> Brief: Nothing should be left out when you copy the entries below.

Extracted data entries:
================
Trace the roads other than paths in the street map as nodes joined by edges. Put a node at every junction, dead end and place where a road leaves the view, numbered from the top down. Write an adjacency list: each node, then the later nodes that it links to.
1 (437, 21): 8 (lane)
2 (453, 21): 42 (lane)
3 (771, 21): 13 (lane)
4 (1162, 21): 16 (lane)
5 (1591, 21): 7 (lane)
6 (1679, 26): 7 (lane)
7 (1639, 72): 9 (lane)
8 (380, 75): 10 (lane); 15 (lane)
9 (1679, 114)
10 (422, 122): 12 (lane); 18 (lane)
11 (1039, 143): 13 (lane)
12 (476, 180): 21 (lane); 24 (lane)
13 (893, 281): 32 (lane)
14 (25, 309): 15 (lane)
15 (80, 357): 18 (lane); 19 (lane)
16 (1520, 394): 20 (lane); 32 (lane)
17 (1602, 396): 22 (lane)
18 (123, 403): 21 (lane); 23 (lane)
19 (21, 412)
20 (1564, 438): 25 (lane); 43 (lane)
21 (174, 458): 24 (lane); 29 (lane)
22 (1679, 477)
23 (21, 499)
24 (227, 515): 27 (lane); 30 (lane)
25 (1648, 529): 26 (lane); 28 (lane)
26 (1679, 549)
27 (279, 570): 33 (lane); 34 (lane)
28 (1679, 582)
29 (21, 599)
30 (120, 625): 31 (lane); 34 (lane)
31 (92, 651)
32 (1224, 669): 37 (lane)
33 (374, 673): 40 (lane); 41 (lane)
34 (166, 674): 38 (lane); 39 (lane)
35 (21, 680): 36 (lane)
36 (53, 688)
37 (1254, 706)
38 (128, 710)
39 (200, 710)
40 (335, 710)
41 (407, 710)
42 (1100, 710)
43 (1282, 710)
================
> Task output:
Trace the roads other than paths in the street map as nodes joined by edges. Put a node at every junction, dead end and place where a road leaves the view, numbered from the top down. Write an adjacency list: each node, then the later nodes that it links to.
1 (437, 21): 8 (lane)
2 (453, 21): 42 (lane)
3 (771, 21): 13 (lane)
4 (1162, 21): 16 (lane)
5 (1591, 21): 7 (lane)
6 (1679, 26): 7 (lane)
7 (1639, 72): 9 (lane)
8 (380, 75): 10 (lane); 15 (lane)
9 (1679, 114)
10 (422, 122): 12 (lane); 18 (lane)
11 (1039, 143): 13 (lane)
12 (476, 180): 21 (lane); 24 (lane)
13 (893, 281): 32 (lane)
14 (25, 309): 15 (lane)
15 (80, 357): 18 (lane); 19 (lane)
16 (1520, 394): 20 (lane); 32 (lane)
17 (1602, 396): 22 (lane)
18 (123, 403): 21 (lane); 23 (lane)
19 (21, 412)
20 (1564, 438): 25 (lane); 43 (lane)
21 (174, 458): 24 (lane); 29 (lane)
22 (1679, 477)
23 (21, 499)
24 (227, 515): 27 (lane); 30 (lane)
25 (1648, 529): 26 (lane); 28 (lane)
26 (1679, 549)
27 (279, 570): 33 (lane); 34 (lane)
28 (1679, 582)
29 (21, 599)
30 (120, 625): 31 (lane); 34 (lane)
31 (92, 651)
32 (1224, 669): 37 (lane)
33 (374, 673): 40 (lane); 41 (lane)
34 (166, 674): 38 (lane); 39 (lane)
35 (21, 680): 36 (lane)
36 (53, 688)
37 (1254, 706)
38 (128, 710)
39 (200, 710)
40 (335, 710)
41 (407, 710)
42 (1100, 710)
43 (1282, 710)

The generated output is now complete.